Problem: Below are the records; print them again exactly and omit the pictures.

Stored data:
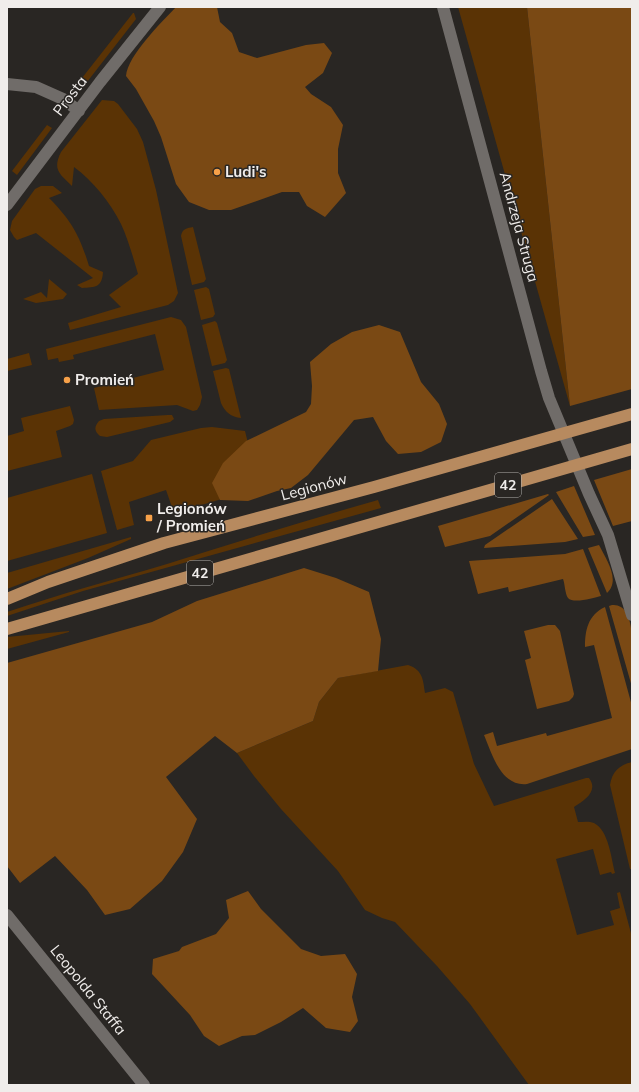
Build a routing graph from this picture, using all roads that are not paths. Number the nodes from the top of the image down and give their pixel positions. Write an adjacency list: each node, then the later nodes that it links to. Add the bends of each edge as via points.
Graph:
1 (160, 7): 4 (street, Prosta)
2 (443, 7): 9 (street, Andrzeja Struga, via 549,398 608,535)
3 (7, 84): 4 (street, via 36,87 63,99)
4 (79, 111): 5 (street, Prosta)
5 (7, 205)
6 (632, 414): 8 (main road, Legionów / 42, via 374,488 164,543 48,582)
7 (632, 449): 10 (main road, 42)
8 (7, 599)
9 (632, 615)
10 (7, 629)
11 (7, 915): 12 (street, Leopolda Staffa)
12 (144, 1085)

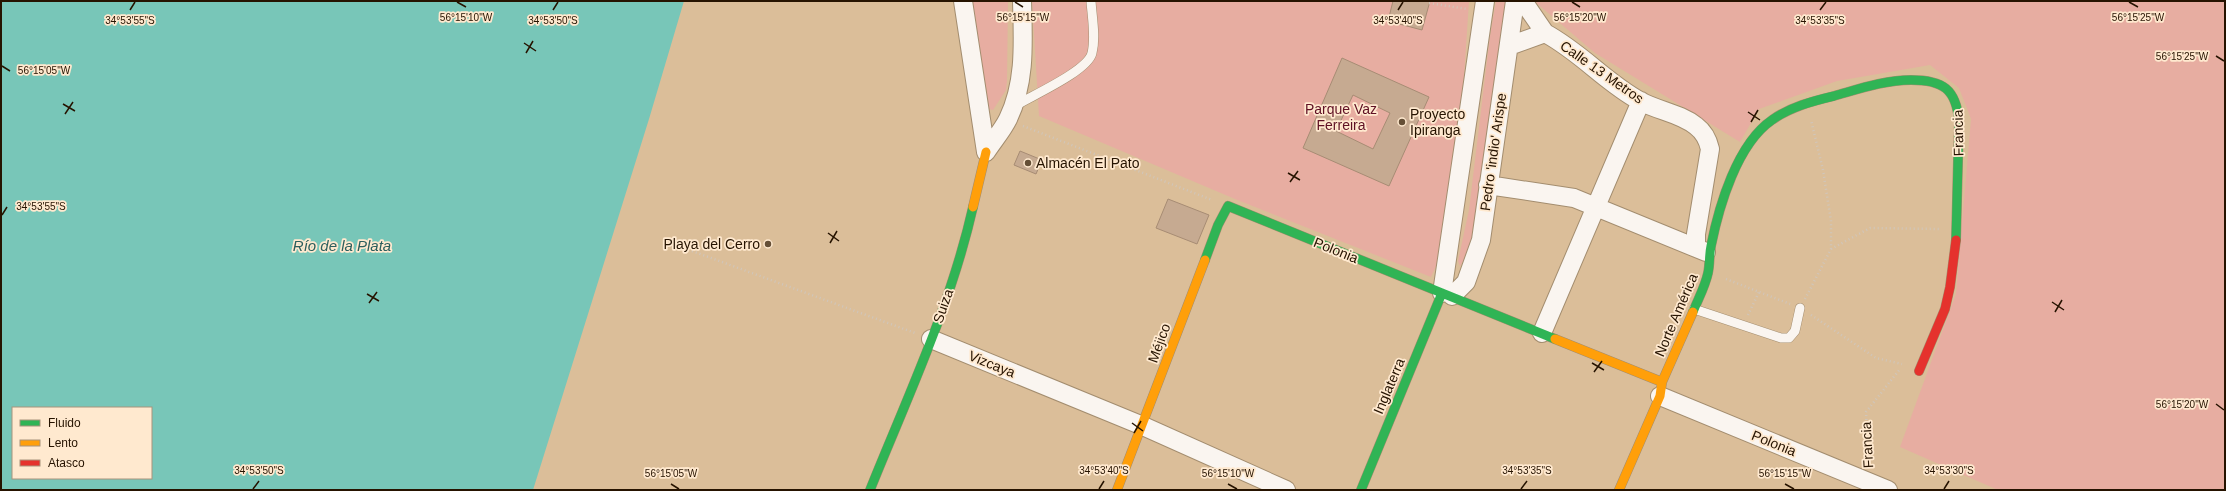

Answer space:
Build a routing graph from this picture, using all roads that are not paths. Number the nodes from the top of the image down and give their pixel positions. Write an adjacency list: each node, then the later nodes that it links to. Add the bends of each edge as via points.
Graph:
1 (160, 7): 4 (street, Prosta)
2 (443, 7): 9 (street, Andrzeja Struga, via 549,398 608,535)
3 (7, 84): 4 (street, via 36,87 63,99)
4 (79, 111): 5 (street, Prosta)
5 (7, 205)
6 (632, 414): 8 (main road, Legionów / 42, via 374,488 164,543 48,582)
7 (632, 449): 10 (main road, 42)
8 (7, 599)
9 (632, 615)
10 (7, 629)
11 (7, 915): 12 (street, Leopolda Staffa)
12 (144, 1085)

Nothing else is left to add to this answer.